***** Records shown

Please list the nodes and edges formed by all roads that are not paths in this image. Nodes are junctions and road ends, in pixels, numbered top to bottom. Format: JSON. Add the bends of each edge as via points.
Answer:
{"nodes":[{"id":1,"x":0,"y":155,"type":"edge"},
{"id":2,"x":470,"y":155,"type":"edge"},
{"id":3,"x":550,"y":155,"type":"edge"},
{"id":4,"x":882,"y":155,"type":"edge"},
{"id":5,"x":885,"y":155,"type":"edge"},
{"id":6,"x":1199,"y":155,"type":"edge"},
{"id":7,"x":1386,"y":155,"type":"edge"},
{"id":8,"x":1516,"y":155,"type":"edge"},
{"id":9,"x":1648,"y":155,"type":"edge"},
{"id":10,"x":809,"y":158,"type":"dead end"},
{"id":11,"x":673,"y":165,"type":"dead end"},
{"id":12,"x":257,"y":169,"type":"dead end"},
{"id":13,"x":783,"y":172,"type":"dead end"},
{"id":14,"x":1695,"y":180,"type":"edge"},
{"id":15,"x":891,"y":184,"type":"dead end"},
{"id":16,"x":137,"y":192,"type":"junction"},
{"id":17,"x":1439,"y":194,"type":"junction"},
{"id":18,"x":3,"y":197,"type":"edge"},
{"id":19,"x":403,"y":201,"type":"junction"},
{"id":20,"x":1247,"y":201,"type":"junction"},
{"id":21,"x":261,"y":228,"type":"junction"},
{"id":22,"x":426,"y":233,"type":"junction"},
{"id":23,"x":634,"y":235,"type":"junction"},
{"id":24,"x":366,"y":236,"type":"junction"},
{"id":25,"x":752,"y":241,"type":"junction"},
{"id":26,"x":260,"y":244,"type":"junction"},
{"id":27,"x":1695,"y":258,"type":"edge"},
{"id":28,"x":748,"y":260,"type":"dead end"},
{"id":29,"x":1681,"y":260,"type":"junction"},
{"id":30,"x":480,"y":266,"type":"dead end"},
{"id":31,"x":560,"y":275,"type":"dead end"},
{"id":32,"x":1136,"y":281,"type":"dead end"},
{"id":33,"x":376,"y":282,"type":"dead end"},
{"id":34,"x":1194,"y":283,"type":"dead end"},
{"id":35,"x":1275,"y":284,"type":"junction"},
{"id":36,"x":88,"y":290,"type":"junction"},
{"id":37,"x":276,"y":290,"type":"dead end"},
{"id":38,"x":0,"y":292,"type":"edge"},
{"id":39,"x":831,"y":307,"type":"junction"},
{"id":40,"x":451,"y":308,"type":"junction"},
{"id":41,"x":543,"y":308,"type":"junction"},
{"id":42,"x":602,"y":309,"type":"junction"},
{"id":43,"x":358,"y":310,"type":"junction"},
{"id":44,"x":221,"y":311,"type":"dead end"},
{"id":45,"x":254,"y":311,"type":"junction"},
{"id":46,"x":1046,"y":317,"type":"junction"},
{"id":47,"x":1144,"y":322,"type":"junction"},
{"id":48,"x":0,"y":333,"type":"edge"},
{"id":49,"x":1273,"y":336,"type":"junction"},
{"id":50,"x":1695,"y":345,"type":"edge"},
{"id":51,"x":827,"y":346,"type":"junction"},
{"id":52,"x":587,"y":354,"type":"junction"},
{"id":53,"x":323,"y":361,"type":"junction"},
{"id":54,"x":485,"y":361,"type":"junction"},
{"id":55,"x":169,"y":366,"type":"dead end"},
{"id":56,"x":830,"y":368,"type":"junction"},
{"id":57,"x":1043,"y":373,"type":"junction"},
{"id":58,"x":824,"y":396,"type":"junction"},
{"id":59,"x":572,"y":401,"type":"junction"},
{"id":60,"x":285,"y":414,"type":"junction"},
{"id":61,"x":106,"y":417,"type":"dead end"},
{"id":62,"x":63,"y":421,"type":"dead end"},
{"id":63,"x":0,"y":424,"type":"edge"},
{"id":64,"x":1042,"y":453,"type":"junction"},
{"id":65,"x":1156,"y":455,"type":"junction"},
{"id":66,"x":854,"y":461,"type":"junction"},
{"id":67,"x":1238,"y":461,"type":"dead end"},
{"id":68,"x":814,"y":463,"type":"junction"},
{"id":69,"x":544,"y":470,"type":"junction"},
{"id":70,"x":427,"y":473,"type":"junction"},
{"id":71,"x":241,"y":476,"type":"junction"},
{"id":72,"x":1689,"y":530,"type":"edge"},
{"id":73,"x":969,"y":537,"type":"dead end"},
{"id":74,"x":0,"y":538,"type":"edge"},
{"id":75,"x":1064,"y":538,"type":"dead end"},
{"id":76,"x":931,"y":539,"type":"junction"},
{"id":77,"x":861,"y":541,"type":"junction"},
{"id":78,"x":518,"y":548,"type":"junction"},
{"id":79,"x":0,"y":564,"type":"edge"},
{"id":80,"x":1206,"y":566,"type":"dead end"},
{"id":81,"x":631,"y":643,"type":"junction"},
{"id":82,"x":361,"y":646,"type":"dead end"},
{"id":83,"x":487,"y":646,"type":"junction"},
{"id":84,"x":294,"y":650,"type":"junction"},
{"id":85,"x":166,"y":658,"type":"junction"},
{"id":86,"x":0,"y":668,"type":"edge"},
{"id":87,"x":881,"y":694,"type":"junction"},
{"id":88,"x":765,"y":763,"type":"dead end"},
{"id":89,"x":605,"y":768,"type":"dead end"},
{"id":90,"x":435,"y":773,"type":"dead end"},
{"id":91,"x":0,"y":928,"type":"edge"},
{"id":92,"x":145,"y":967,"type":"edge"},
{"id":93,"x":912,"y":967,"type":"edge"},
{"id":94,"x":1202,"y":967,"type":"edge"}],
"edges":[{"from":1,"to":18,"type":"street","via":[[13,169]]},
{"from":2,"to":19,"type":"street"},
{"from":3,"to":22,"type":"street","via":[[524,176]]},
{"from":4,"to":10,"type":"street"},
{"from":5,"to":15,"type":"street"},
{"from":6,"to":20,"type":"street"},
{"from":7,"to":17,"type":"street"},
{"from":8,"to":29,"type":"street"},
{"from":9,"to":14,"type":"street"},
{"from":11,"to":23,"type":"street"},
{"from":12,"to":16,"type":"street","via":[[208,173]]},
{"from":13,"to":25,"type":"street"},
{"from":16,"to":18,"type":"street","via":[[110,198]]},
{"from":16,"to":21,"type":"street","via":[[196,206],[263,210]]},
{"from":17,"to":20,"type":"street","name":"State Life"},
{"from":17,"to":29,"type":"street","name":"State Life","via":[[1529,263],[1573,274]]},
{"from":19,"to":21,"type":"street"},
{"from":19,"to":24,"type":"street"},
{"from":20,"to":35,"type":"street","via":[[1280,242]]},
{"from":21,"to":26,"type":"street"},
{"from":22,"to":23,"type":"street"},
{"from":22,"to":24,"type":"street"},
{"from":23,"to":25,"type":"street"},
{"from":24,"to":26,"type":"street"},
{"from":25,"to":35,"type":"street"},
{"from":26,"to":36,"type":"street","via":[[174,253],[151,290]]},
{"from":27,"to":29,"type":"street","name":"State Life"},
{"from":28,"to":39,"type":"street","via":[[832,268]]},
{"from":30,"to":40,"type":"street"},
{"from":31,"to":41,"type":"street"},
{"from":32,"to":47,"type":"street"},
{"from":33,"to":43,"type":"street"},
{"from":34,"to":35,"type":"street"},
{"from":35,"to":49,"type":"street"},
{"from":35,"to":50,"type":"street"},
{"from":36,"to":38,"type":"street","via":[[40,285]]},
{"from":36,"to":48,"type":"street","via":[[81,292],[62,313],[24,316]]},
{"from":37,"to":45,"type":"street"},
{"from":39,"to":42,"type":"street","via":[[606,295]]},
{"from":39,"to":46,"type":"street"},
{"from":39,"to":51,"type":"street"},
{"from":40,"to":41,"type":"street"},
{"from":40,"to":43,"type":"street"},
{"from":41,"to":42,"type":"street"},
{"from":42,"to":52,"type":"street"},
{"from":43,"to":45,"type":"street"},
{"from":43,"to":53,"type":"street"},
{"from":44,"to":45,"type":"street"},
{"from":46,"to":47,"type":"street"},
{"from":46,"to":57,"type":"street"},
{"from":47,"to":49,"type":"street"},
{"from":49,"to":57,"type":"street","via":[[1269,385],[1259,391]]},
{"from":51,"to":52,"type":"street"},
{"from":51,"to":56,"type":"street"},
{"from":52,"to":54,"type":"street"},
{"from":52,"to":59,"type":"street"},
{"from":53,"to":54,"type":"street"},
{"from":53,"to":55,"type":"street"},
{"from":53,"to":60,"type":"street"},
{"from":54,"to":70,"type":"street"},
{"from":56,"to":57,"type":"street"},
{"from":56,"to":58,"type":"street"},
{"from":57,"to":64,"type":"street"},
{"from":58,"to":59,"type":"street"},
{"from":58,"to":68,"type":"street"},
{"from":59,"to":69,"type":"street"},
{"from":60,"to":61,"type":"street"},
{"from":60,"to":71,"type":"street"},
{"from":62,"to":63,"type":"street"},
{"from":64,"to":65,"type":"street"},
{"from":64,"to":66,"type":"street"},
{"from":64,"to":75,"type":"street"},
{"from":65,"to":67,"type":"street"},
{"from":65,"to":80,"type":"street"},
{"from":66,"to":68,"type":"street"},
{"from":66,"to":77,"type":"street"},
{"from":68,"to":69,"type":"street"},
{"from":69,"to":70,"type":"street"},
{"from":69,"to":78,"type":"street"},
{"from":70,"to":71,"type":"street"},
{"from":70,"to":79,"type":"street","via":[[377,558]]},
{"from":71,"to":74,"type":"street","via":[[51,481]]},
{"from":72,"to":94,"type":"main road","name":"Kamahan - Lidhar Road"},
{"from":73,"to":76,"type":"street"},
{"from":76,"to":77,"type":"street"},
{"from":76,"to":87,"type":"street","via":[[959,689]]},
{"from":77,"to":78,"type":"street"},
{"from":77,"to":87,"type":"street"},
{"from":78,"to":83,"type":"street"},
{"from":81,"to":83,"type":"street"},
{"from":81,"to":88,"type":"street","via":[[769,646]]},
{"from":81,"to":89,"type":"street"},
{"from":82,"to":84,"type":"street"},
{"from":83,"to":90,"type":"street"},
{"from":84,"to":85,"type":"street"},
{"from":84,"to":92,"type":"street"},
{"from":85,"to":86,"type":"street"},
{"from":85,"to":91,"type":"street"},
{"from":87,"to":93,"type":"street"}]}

**********
***** Records shown

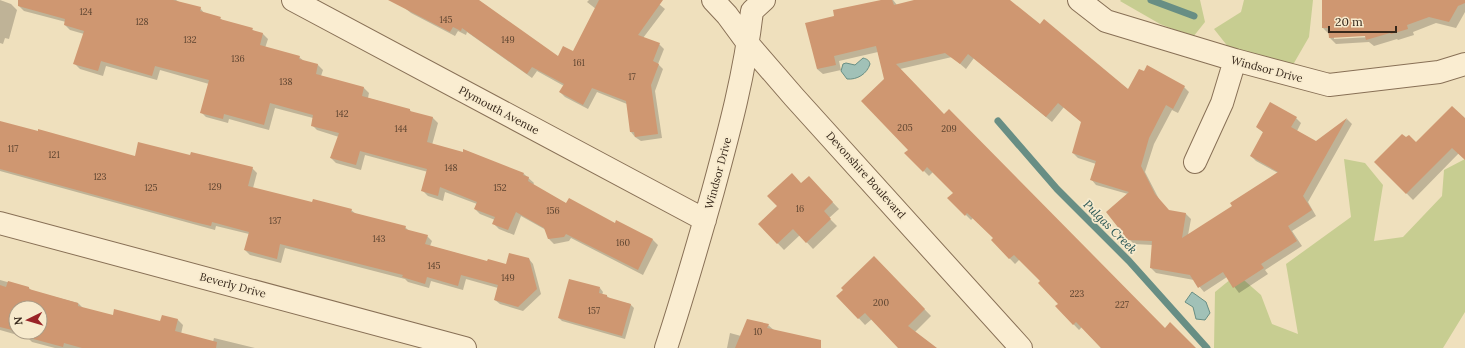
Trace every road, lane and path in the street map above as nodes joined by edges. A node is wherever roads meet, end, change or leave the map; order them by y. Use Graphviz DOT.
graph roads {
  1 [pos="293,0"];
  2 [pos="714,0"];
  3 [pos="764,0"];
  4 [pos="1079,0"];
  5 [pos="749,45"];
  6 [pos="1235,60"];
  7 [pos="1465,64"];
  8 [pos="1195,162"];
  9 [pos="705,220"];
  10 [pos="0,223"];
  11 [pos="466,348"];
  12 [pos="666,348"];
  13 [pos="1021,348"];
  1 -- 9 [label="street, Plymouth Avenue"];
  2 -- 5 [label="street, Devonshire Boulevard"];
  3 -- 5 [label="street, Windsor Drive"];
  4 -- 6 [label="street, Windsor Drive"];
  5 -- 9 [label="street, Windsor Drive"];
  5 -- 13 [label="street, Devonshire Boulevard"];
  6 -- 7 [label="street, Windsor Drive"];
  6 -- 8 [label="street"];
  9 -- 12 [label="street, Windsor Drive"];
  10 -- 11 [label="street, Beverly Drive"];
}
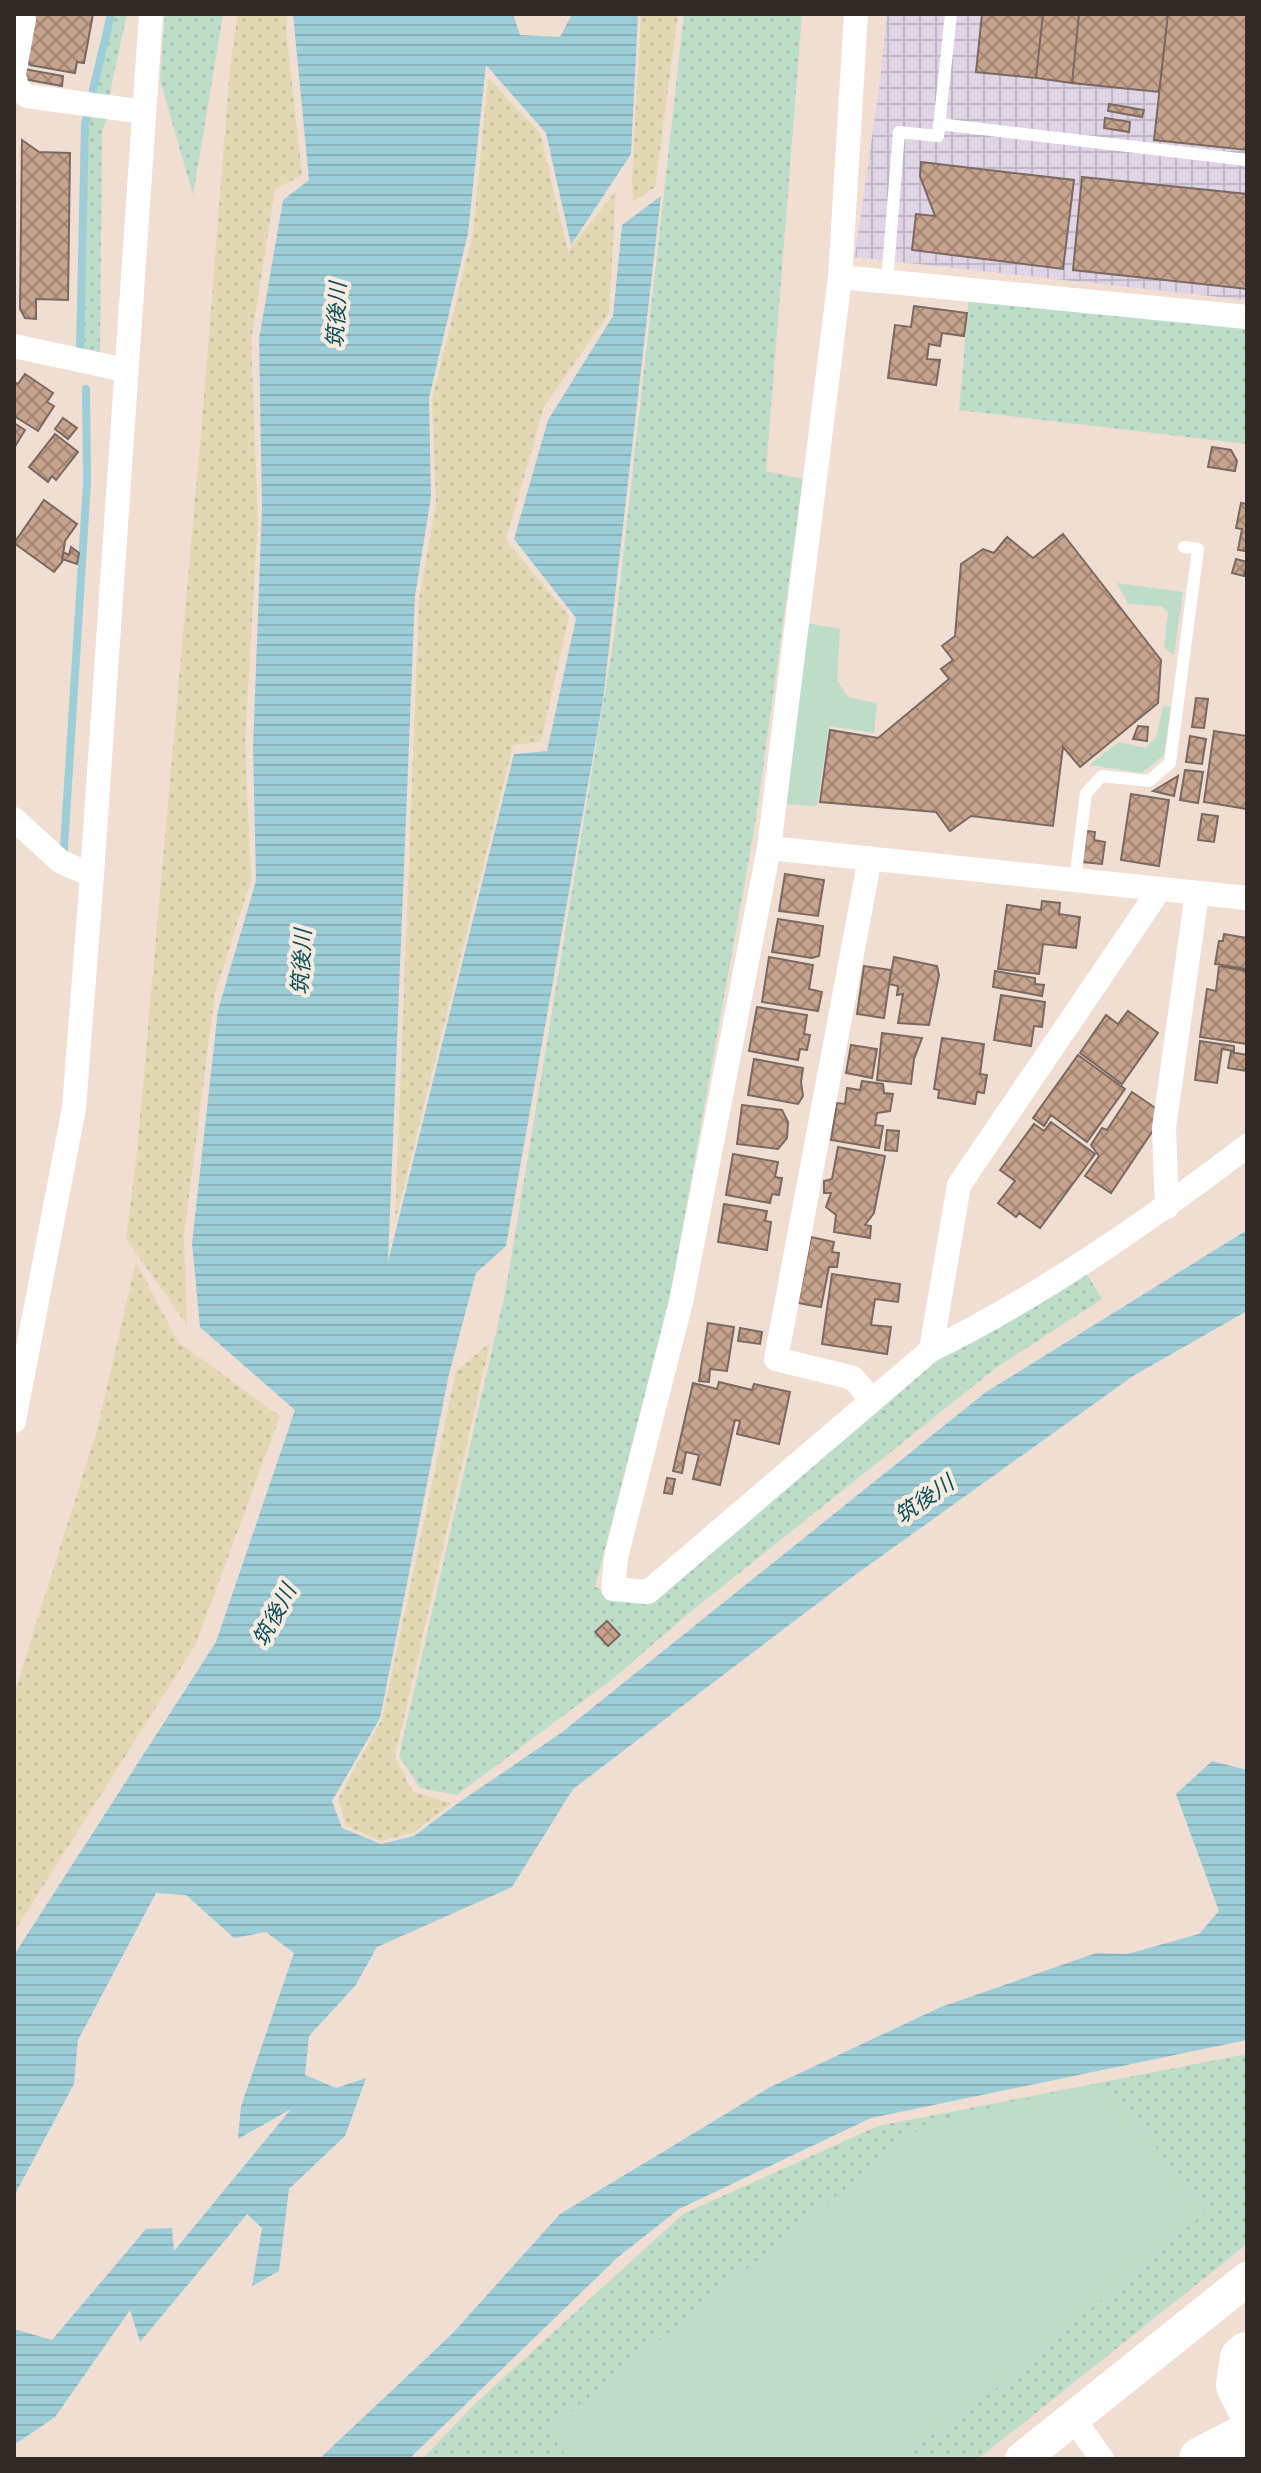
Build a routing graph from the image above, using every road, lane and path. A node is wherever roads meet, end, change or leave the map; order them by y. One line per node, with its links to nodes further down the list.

**********

What the exercise asks
Within the records above, determine how many lines contain the word "image". Respond with that number and no other text.

Exercise solution
2